Like many around the league, Richard Sherman easily noticed the lack of diversity in coaching hires around the league.
The latest NFL head-coaching cycle has yielded entirely white hires with the Giants even elevating former Patriots wide receivers coach Joe Judge to head coach. The Cleveland Browns are the only remaining team with a head-coaching vacancy, but Vikings offensive coordinator Kevin Stefanski has recently been linked to the position.
If the current makeup holds, there will be just three black NFL head coaches — the same number as when the NFL instituted the Rooney Rule in 2003, requiring teams to interview minority candidates for head-coaching vacancies.
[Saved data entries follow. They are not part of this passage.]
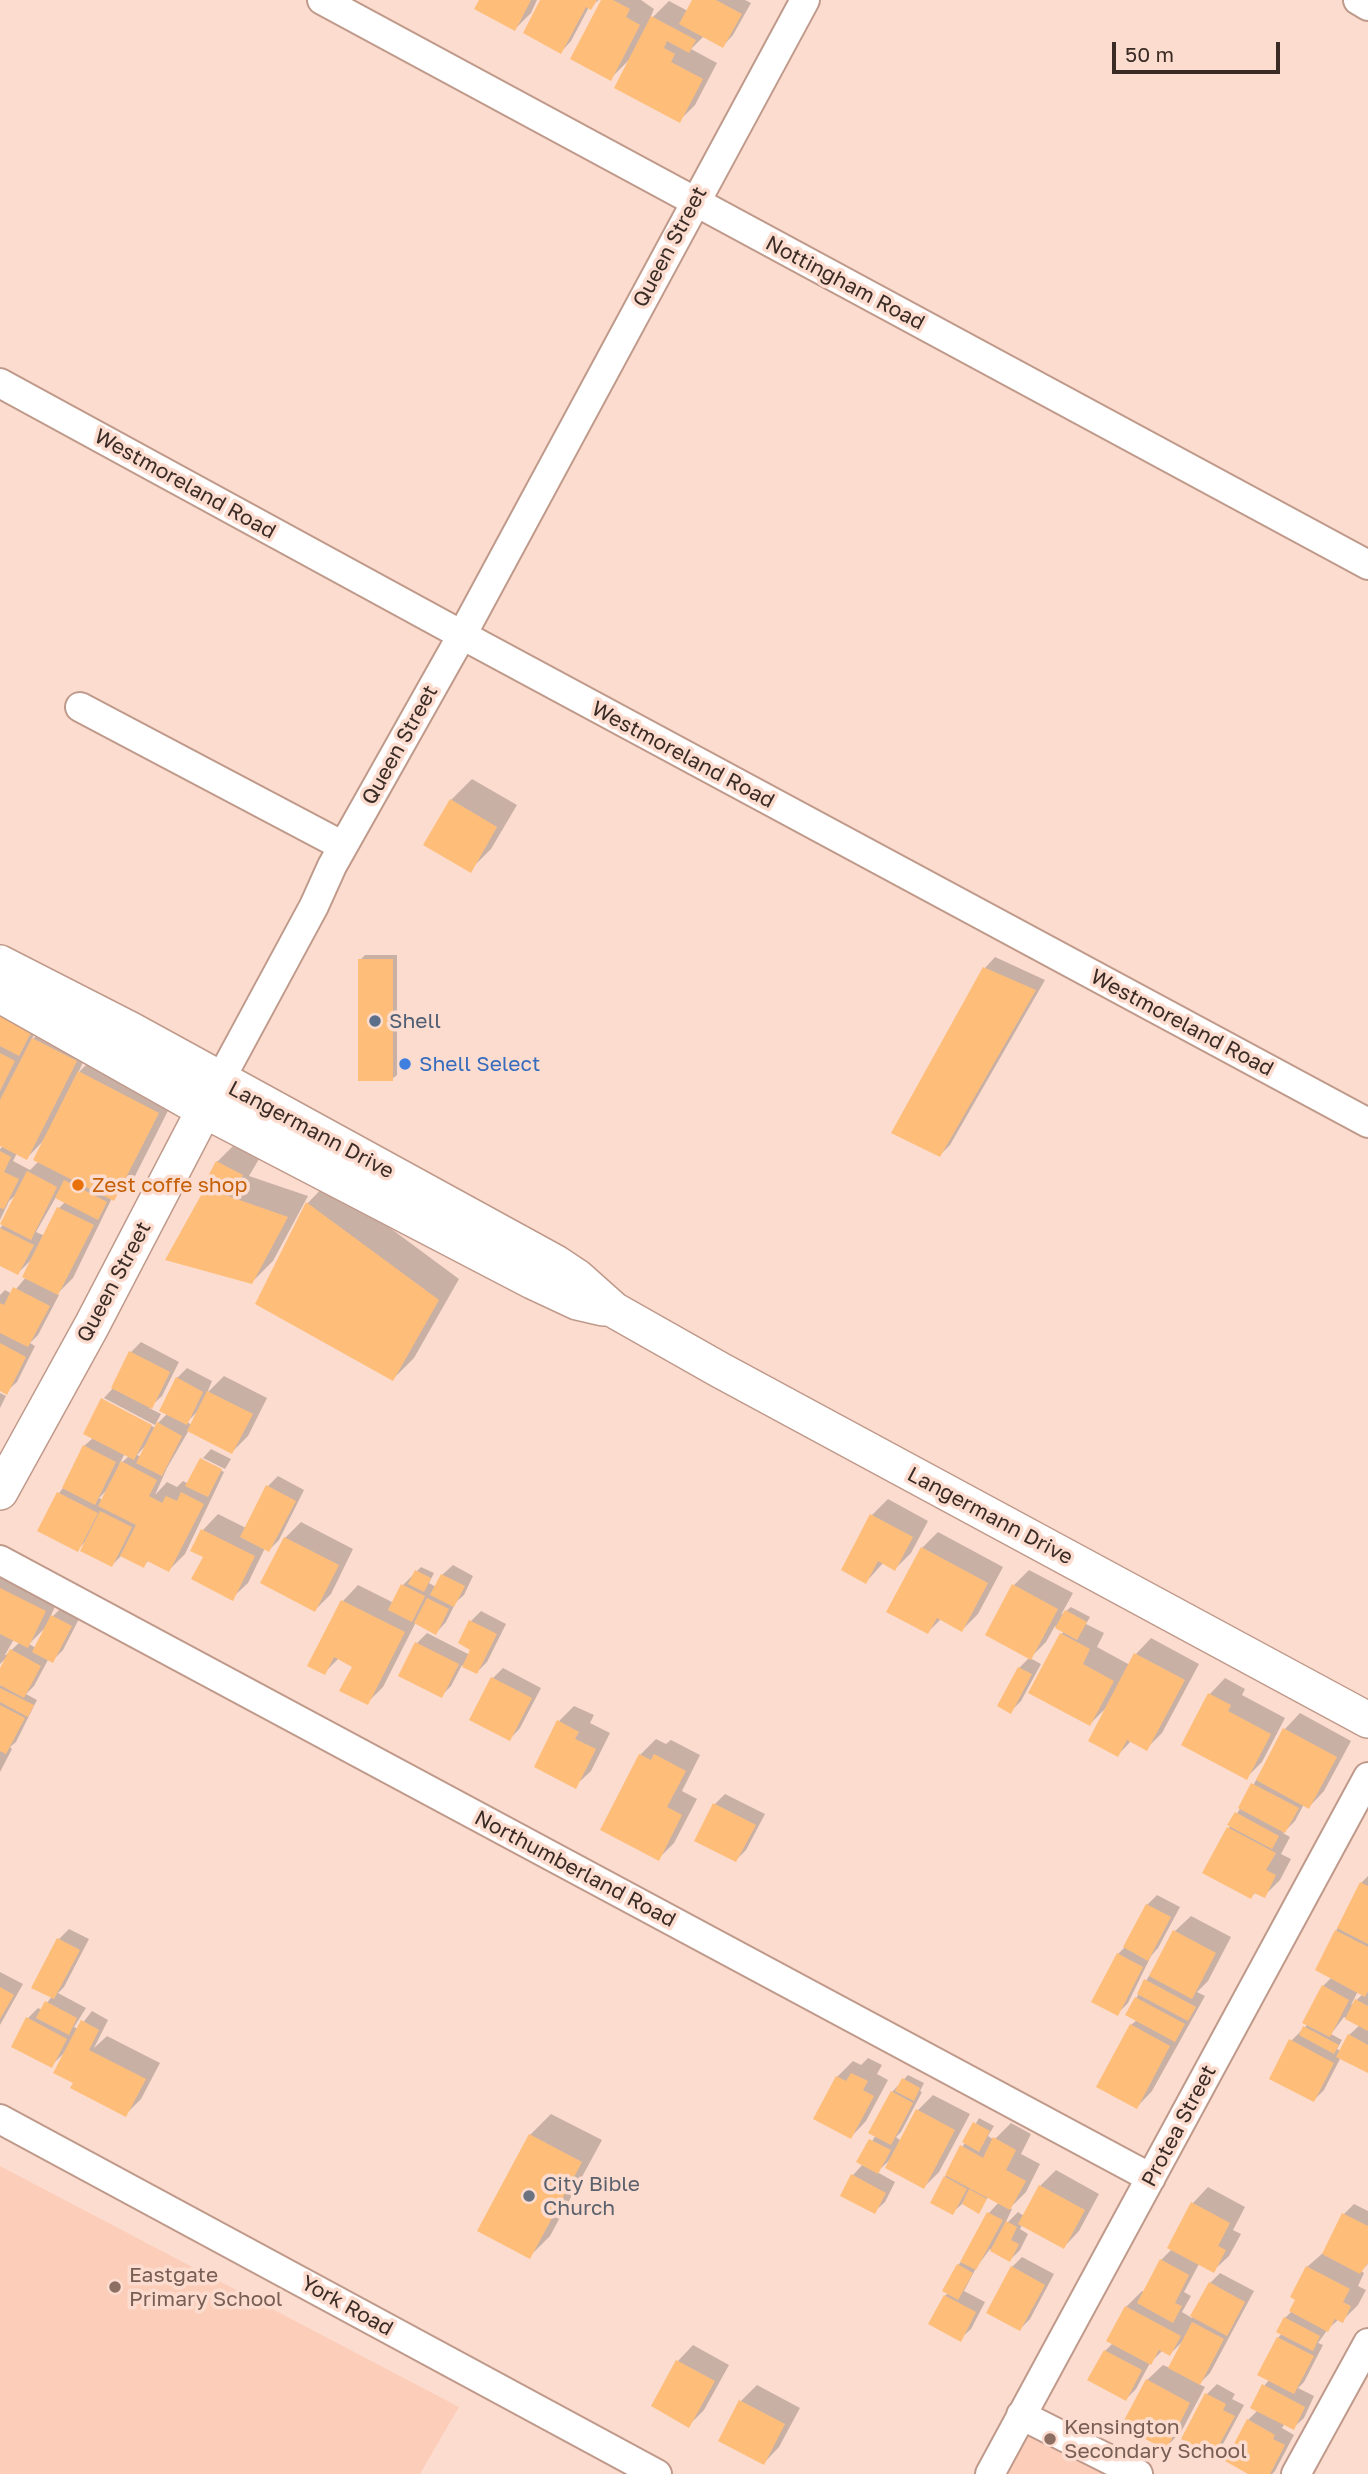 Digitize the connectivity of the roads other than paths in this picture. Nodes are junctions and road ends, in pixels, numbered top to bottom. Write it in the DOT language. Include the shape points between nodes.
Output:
graph roads {
  1 [pos="321,0"];
  2 [pos="805,0"];
  3 [pos="1358,0"];
  4 [pos="1368,6"];
  5 [pos="694,202"];
  6 [pos="0,383"];
  7 [pos="1368,565"];
  8 [pos="462,635"];
  9 [pos="80,707"];
  10 [pos="343,846"];
  11 [pos="0,964"];
  12 [pos="0,995"];
  13 [pos="212,1095"];
  14 [pos="1368,1123"];
  15 [pos="0,1492"];
  16 [pos="0,1560"];
  17 [pos="1368,1720"];
  18 [pos="1368,1777"];
  19 [pos="0,2119"];
  20 [pos="1151,2178"];
  21 [pos="1368,2343"];
  22 [pos="1021,2415"];
  23 [pos="657,2474"];
  24 [pos="990,2474"];
  25 [pos="1138,2474"];
  26 [pos="1296,2474"];
  1 -- 5 [label="street, Nottingham Road"];
  2 -- 5 [label="street, Queen Street"];
  3 -- 4 [label="street"];
  5 -- 7 [label="street, Nottingham Road"];
  5 -- 8 [label="street, Queen Street"];
  6 -- 8 [label="street, Westmoreland Road"];
  8 -- 10 [label="street, Queen Street"];
  8 -- 14 [label="street, Westmoreland Road"];
  9 -- 10 [label="street"];
  10 -- 13 [label="street, Queen Street"];
  11 -- 13 [label="main road, Langermann Drive" via="131,1030"];
  12 -- 13 [label="main road, Langermann Drive"];
  13 -- 15 [label="main road, Queen Street"];
  13 -- 17 [label="main road, Langermann Drive" via="566,1298 614,1310"];
  16 -- 20 [label="street, Northumberland Road"];
  18 -- 20 [label="street, Protea Street"];
  19 -- 23 [label="street, York Road"];
  20 -- 22 [label="street, Protea Street"];
  21 -- 26 [label="street"];
  22 -- 24 [label="street, Protea Street"];
  22 -- 25 [label="street"];
} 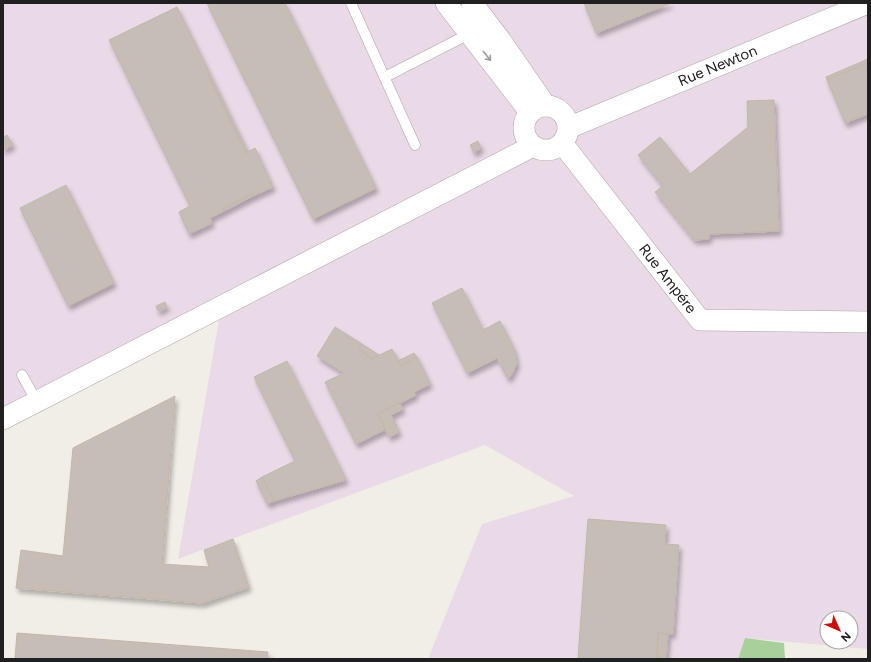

That rule clearly hasn’t helped provide real opportunities for qualified minority candidates, and according to Sherman, it’ll take a drastic shift in NFL ownership to see more black head coaches in the league.
“You can be terrible as a head coach and hey, no matter what in a couple more years you’re going to get another job and you’re going to get recycled if you look a certain way…
"The people who could change it make billions and billions of dollars and they could care less.” pic.twitter.com/VwQvkqe68Q
— KNBR (@KNBR) January 9, 2020
Sherman said to reporters on Wednesday:
“It’s always going to be a challenge in this game whether it’s male, female, or whether it’s coaches of color getting head-coaching gigs. I think it’s going to be a conversation. The owners still look a certain way, and they still come from a very old background. So, it’s going to be this way until things change.”
He continued, saying that most coaches of color who get interviewed are brought in just to meet Rooney Rule requirements:
“You can be terrible as a head coach and, hey, no matter what in a couple more years, you’re gonna get another job. And you’re going to get recycled back if you look a certain way. And that’s the unfortunate part.
“Obviously, Robert Saleh is a person of color and got an interview. But, you know, I think Lovie Smith, there’s tons of coaches out there that deserve a head-coaching job, (Eric) Bieniemy. But those guys aren’t even getting a look. And the ones that are getting a look are just getting it so they can check the Rooney Rule box off. At the end of the day, it doesn’t matter how much you talk about it because it’s not changing. The people who could change it make billions and billions of dollars, and they can care less.”